とにかく、作家さんにとっては、なんの不利益も生じていないと思うんですよね。本の所有権もその持ち主から移動しないんですから。

それよりも、古本屋とかに売る行為の方が、よっぽど作家さんたちにとって不利益だと思うんですがね。それはOKなのに、電子化は許さないっていう作家さんの主張ががさっぱりわかりません。

それと、電子化を自分で行うのはOKで、業者にお願いするのは駄目っていうのも、よくわかりません。2つは結果は同じなのに、その行為が異なるだけで、片方が許されて、もう片方は許されないというのもなんとなく納得できないものがあります。悪法も法なりということで、法律にそう書いてあるから仕方ないんでしょうね。

 

法律ってそもそも国民の権利を守るためにあると思うのですが、この判決はいったい誰を守るものなのかっていう疑問もわいてきます。作家さんを守ることに繋がるのかな。

この判決が出て思ったのは、「これからはできるだけ図書館で本を借りることにしよう」ということです。本の置き場に困っている僕としては、新たに本を購入するには、今ある本を処分しないといけないわけですが、自分でスキャンするのは、時間的にも無理ですし、そのために、スキャナと裁断機を買う気もありません。

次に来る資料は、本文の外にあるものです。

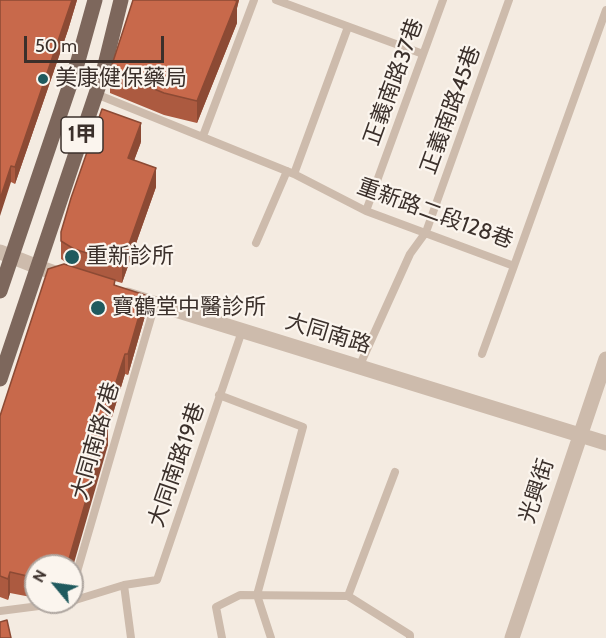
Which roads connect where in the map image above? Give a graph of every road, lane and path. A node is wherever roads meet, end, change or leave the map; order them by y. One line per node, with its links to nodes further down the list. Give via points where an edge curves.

スキャナと裁断機を置くスペースとお金があるのならば、本を買います。

電子化せずに、棄ててしまう(あるいは売ってしまう)ということも選択肢の一つで、既に多くの本を手放しましたが、今残っている本は手放さずに手元に残った本なので、処分するというのはやはり難しいです。

となると、たどり着く結論は、紙の本は増やさない、ということになってしまいます。

2年ほど前からは、電子書籍を購入して読むことも多くなり、以前よりは本棚に本が増えてゆくペースは落ちましたが、欲しい本が常に電子書籍で手に入るとは限りませんので、今後は、「電子書籍で手に入らない本は図書館で借りる」が基本になると思います。

 

なお、今後、東野圭吾さん、浅田次郎さんら7名の作家さんの本を購入することは無いと思います。もし、読みたい本が出てきてもその時は、図書館で借りることにします。

僕みたいに考える人がどれくらいいるのかわかりませんが(ネットで見るとそれなりに居そうです)、少なくとも、僕が出した結論は作家さんの利益に繋がらないですね。

ちなみに、ここによると、

また、裁判長は「東京都内の2つの業者に対し、訴えを起こした7人の作品について電子化の代行作業を禁止する判決を言い渡した」そうですので、「7人の著作をデータ化するのはやめなさい」と言っているだけで、自炊代行業務自体を違法とは判断していません。

ということらしいです。なので、僕の場合は、今後も自炊代行を利用する可能性が高いです。

ちなみに7名とは、 浅田次郎さん、東野圭吾さん、大沢在昌さん、林真理子さん、永井豪さん、弘兼憲史さん、武論尊さん。